[Collected data entries]
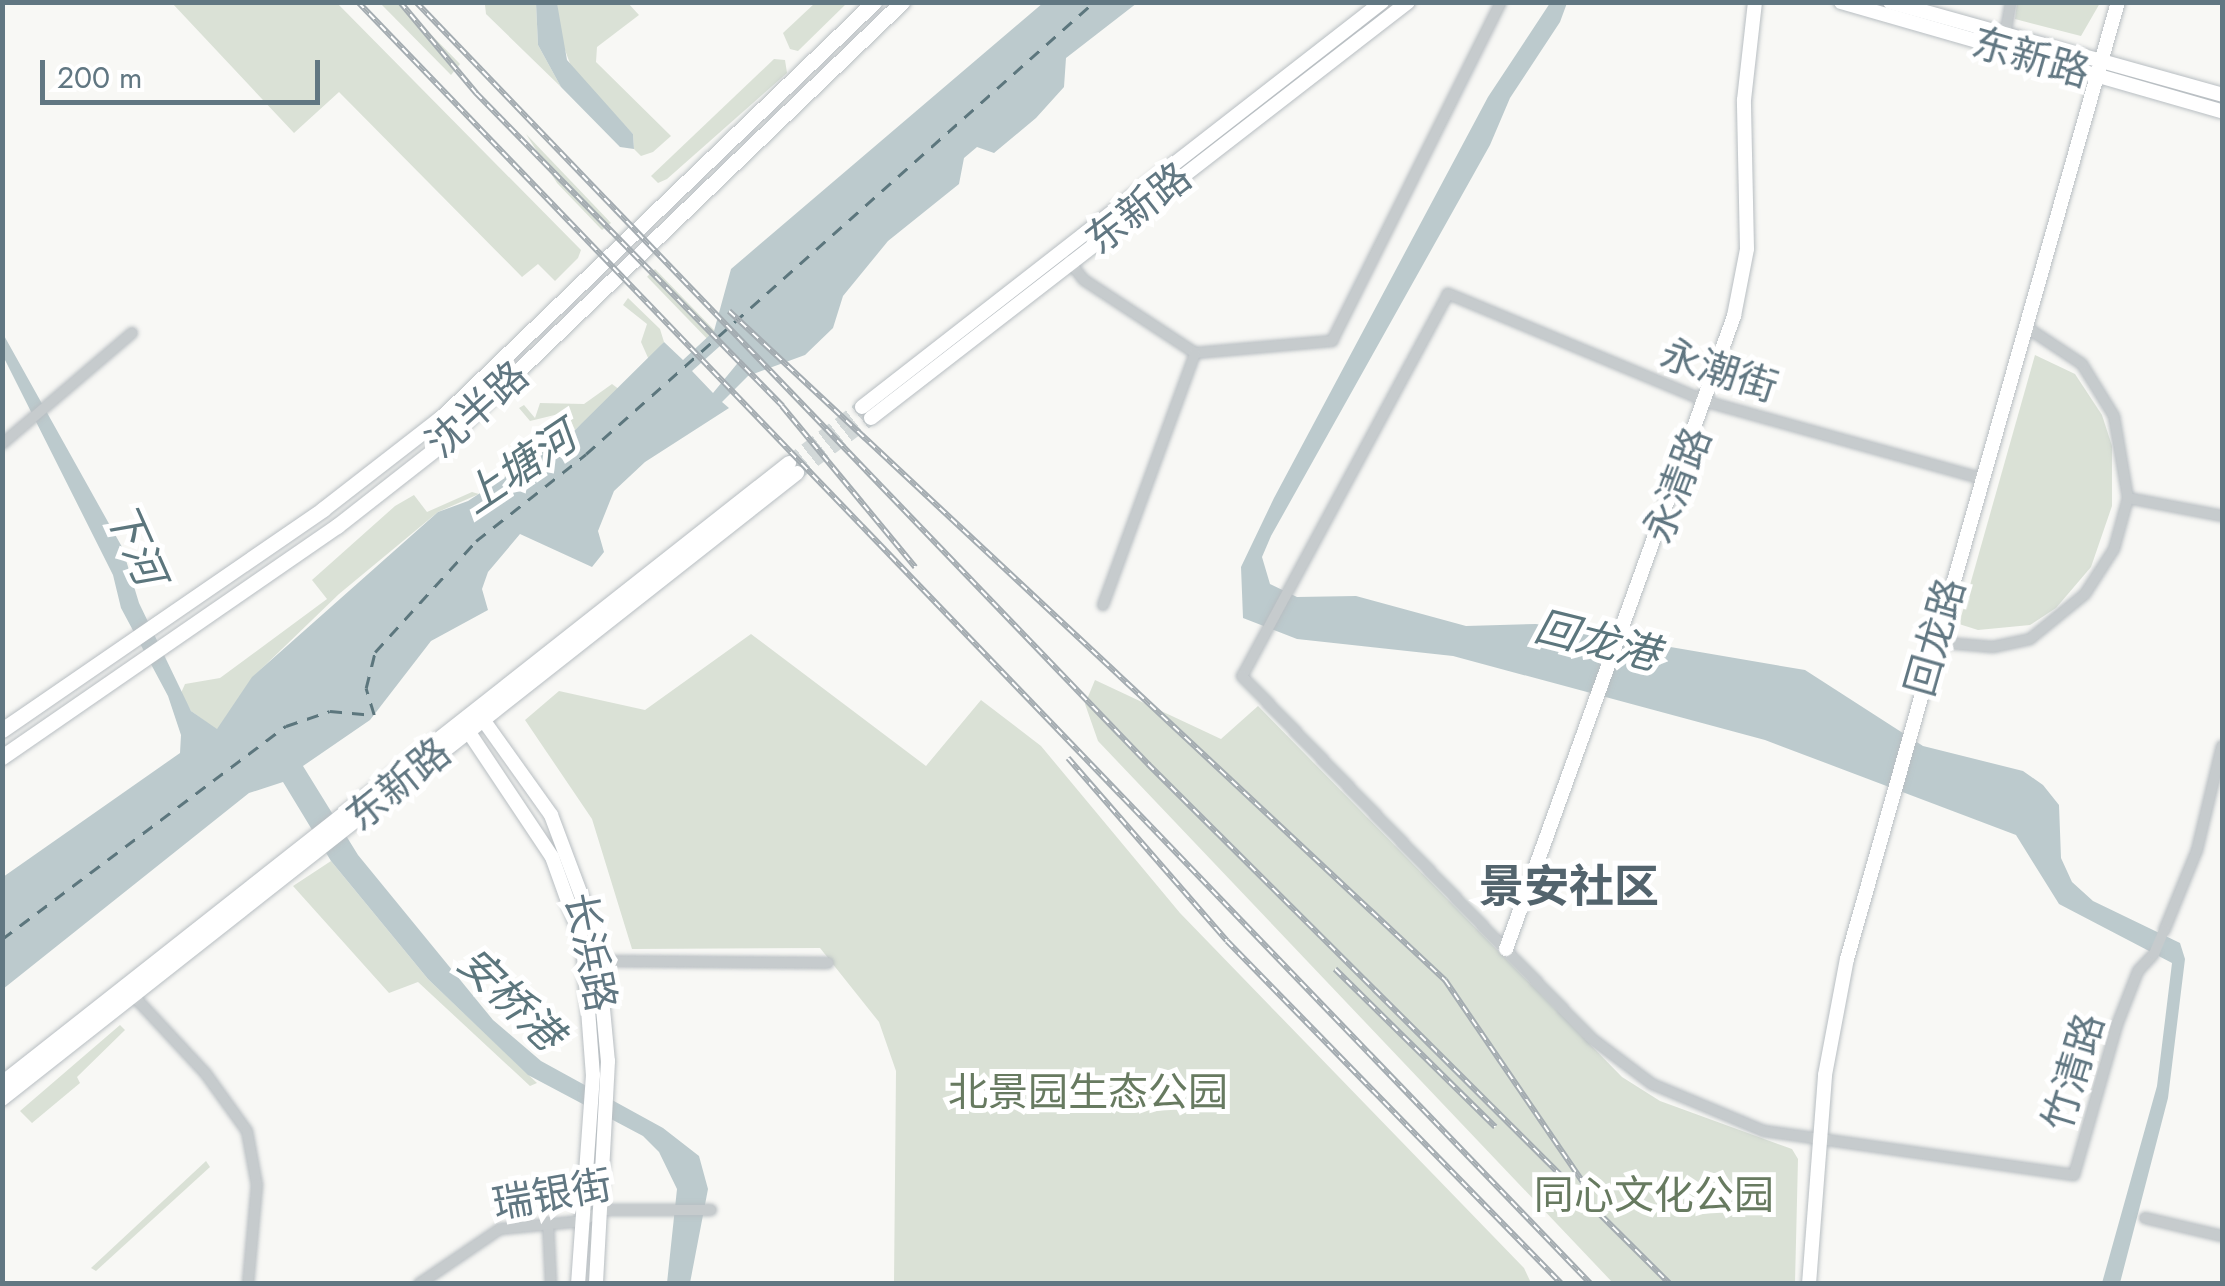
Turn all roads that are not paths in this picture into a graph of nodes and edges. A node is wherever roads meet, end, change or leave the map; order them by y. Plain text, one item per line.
1 (874, 2) edge
2 (902, 2) edge
3 (1382, 2) edge
4 (1408, 2) edge
5 (1501, 2) edge
6 (1756, 2) edge
7 (1841, 2) edge
8 (1890, 2) edge
9 (2011, 2) edge
10 (2118, 2) edge
11 (1911, 5) edge
12 (2005, 35) junction
13 (2098, 69) junction
14 (2222, 95) edge
15 (2222, 110) edge
16 (1066, 256) junction
17 (2026, 327) junction
18 (132, 333) dead end
19 (1195, 353) junction
20 (1708, 402) junction
21 (866, 412) tunnel mouth
22 (2, 444) edge
23 (793, 468) tunnel mouth
24 (1980, 478) junction
25 (2128, 498) junction
26 (2222, 516) edge
27 (1104, 605) dead end
28 (1934, 642) junction
29 (478, 713) junction
30 (463, 725) junction
31 (2, 730) edge
32 (2222, 746) edge
33 (2, 757) edge
34 (1506, 949) junction
35 (602, 961) junction
36 (828, 963) dead end
37 (127, 989) junction
38 (601, 1062) junction
39 (2, 1083) edge
40 (2, 1099) edge
41 (1818, 1136) junction
42 (596, 1162) junction
43 (601, 1210) junction
44 (711, 1210) dead end
45 (2144, 1218) dead end
46 (583, 1221) junction
47 (548, 1222) junction
48 (2222, 1236) edge
49 (248, 1284) edge
50 (419, 1284) edge
51 (552, 1284) edge
52 (578, 1284) edge
53 (596, 1284) edge
54 (1809, 1284) edge

1 - 31 main road, 沈半路
2 - 33 main road, 沈半路
3 - 16 main road, 东新路
4 - 16 main road, 东新路
5 - 19 street
6 - 20 main road, 永清路
7 - 13 main road, 东新路
8 - 11 main road, 东新路
9 - 12 street
10 - 13 main road, 回龙路
11 - 12 main road, 东新路
12 - 13 main road, 东新路
13 - 14 main road, 东新路
13 - 15 main road, 东新路
13 - 17 main road, 回龙路
16 - 19 street
16 - 21 main road, 东新路
17 - 24 main road, 回龙路
17 - 25 street
18 - 22 street
19 - 27 street
20 - 24 street, 永潮街
20 - 34 main road, 永清路
20 - 34 street, 永潮街
23 - 29 main road, 东新路
24 - 28 main road, 回龙路
25 - 26 street
25 - 28 street
28 - 41 main road, 回龙路
29 - 30 main road, 东新路
29 - 35 main road, 长浜路
30 - 37 main road, 东新路
30 - 38 main road, 长浜路
32 - 41 street, 竹清路, bridge
34 - 41 street
35 - 36 street
35 - 38 main road, 长浜路
37 - 39 main road, 东新路
37 - 40 main road, 东新路
37 - 49 street
38 - 42 main road, 长浜路
41 - 54 main road, 回龙路
42 - 43 main road, 长浜路
42 - 46 main road, 长浜路
43 - 44 street, 瑞银街
43 - 46 street, 瑞银街
43 - 53 main road, 长浜路
45 - 48 street
46 - 47 street, 瑞银街
46 - 52 main road, 长浜路
47 - 50 street, 瑞银街
47 - 51 street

[Exercise details] Your copy of the records must be exact and must contain no pictures.

[Exercise response]
Turn all roads that are not paths in this picture into a graph of nodes and edges. A node is wherever roads meet, end, change or leave the map; order them by y. Plain text, one item per line.
1 (874, 2) edge
2 (902, 2) edge
3 (1382, 2) edge
4 (1408, 2) edge
5 (1501, 2) edge
6 (1756, 2) edge
7 (1841, 2) edge
8 (1890, 2) edge
9 (2011, 2) edge
10 (2118, 2) edge
11 (1911, 5) edge
12 (2005, 35) junction
13 (2098, 69) junction
14 (2222, 95) edge
15 (2222, 110) edge
16 (1066, 256) junction
17 (2026, 327) junction
18 (132, 333) dead end
19 (1195, 353) junction
20 (1708, 402) junction
21 (866, 412) tunnel mouth
22 (2, 444) edge
23 (793, 468) tunnel mouth
24 (1980, 478) junction
25 (2128, 498) junction
26 (2222, 516) edge
27 (1104, 605) dead end
28 (1934, 642) junction
29 (478, 713) junction
30 (463, 725) junction
31 (2, 730) edge
32 (2222, 746) edge
33 (2, 757) edge
34 (1506, 949) junction
35 (602, 961) junction
36 (828, 963) dead end
37 (127, 989) junction
38 (601, 1062) junction
39 (2, 1083) edge
40 (2, 1099) edge
41 (1818, 1136) junction
42 (596, 1162) junction
43 (601, 1210) junction
44 (711, 1210) dead end
45 (2144, 1218) dead end
46 (583, 1221) junction
47 (548, 1222) junction
48 (2222, 1236) edge
49 (248, 1284) edge
50 (419, 1284) edge
51 (552, 1284) edge
52 (578, 1284) edge
53 (596, 1284) edge
54 (1809, 1284) edge

1 - 31 main road, 沈半路
2 - 33 main road, 沈半路
3 - 16 main road, 东新路
4 - 16 main road, 东新路
5 - 19 street
6 - 20 main road, 永清路
7 - 13 main road, 东新路
8 - 11 main road, 东新路
9 - 12 street
10 - 13 main road, 回龙路
11 - 12 main road, 东新路
12 - 13 main road, 东新路
13 - 14 main road, 东新路
13 - 15 main road, 东新路
13 - 17 main road, 回龙路
16 - 19 street
16 - 21 main road, 东新路
17 - 24 main road, 回龙路
17 - 25 street
18 - 22 street
19 - 27 street
20 - 24 street, 永潮街
20 - 34 main road, 永清路
20 - 34 street, 永潮街
23 - 29 main road, 东新路
24 - 28 main road, 回龙路
25 - 26 street
25 - 28 street
28 - 41 main road, 回龙路
29 - 30 main road, 东新路
29 - 35 main road, 长浜路
30 - 37 main road, 东新路
30 - 38 main road, 长浜路
32 - 41 street, 竹清路, bridge
34 - 41 street
35 - 36 street
35 - 38 main road, 长浜路
37 - 39 main road, 东新路
37 - 40 main road, 东新路
37 - 49 street
38 - 42 main road, 长浜路
41 - 54 main road, 回龙路
42 - 43 main road, 长浜路
42 - 46 main road, 长浜路
43 - 44 street, 瑞银街
43 - 46 street, 瑞银街
43 - 53 main road, 长浜路
45 - 48 street
46 - 47 street, 瑞银街
46 - 52 main road, 长浜路
47 - 50 street, 瑞银街
47 - 51 street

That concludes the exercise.